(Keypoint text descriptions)

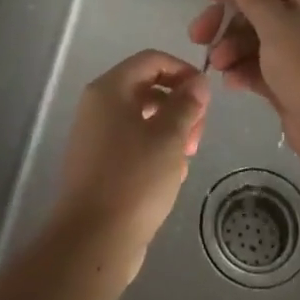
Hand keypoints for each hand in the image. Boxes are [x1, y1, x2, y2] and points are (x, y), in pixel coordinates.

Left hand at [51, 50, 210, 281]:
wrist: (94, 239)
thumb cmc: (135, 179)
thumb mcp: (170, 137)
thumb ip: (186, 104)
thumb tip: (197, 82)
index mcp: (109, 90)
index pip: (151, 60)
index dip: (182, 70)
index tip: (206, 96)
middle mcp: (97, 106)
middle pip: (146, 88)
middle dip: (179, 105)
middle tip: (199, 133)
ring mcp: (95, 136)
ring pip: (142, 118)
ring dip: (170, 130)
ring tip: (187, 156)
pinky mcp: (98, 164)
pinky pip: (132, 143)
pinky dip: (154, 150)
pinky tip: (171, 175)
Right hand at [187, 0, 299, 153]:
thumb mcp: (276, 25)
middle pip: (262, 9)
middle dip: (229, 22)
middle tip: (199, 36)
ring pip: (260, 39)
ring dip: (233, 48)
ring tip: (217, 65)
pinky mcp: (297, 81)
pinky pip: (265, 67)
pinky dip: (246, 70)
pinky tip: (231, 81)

--

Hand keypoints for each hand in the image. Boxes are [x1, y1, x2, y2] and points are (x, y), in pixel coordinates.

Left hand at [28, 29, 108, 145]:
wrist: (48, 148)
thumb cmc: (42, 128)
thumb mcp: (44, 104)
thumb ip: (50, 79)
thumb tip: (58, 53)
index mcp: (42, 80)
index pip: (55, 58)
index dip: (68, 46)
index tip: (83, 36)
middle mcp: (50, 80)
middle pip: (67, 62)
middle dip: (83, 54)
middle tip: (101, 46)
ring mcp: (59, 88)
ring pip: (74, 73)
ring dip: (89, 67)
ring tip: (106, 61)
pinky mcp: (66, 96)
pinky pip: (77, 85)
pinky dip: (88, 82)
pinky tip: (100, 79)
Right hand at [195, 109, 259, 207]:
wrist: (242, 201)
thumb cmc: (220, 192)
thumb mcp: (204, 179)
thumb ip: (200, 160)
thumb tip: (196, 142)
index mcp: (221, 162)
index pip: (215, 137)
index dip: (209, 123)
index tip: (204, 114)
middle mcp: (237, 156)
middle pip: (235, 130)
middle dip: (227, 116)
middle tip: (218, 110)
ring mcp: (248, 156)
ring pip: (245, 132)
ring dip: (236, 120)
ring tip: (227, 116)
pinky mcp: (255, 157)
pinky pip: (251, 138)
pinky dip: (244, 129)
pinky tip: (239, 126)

### [Exercise details]
Output the lines of the records above exactly as they appear, from the line containing "ring mcp: (59, 88)" through the line containing "index pip: (215, 137)".

### [Answer for the task]
ring mcp: (59, 88)
ring pip: (74, 73)
ring dip: (89, 67)
ring tip: (106, 61)
pinky mcp: (66, 96)
pinky pip: (77, 85)
pinky dip: (88, 82)
pinky tip: (100, 79)
Right hand at [195, 109, 259, 207]:
wrist: (242, 201)
thumb cmc: (220, 192)
thumb mcp: (204, 179)
thumb ip: (200, 160)
thumb tip: (196, 142)
index mcp: (221, 162)
index pip: (215, 137)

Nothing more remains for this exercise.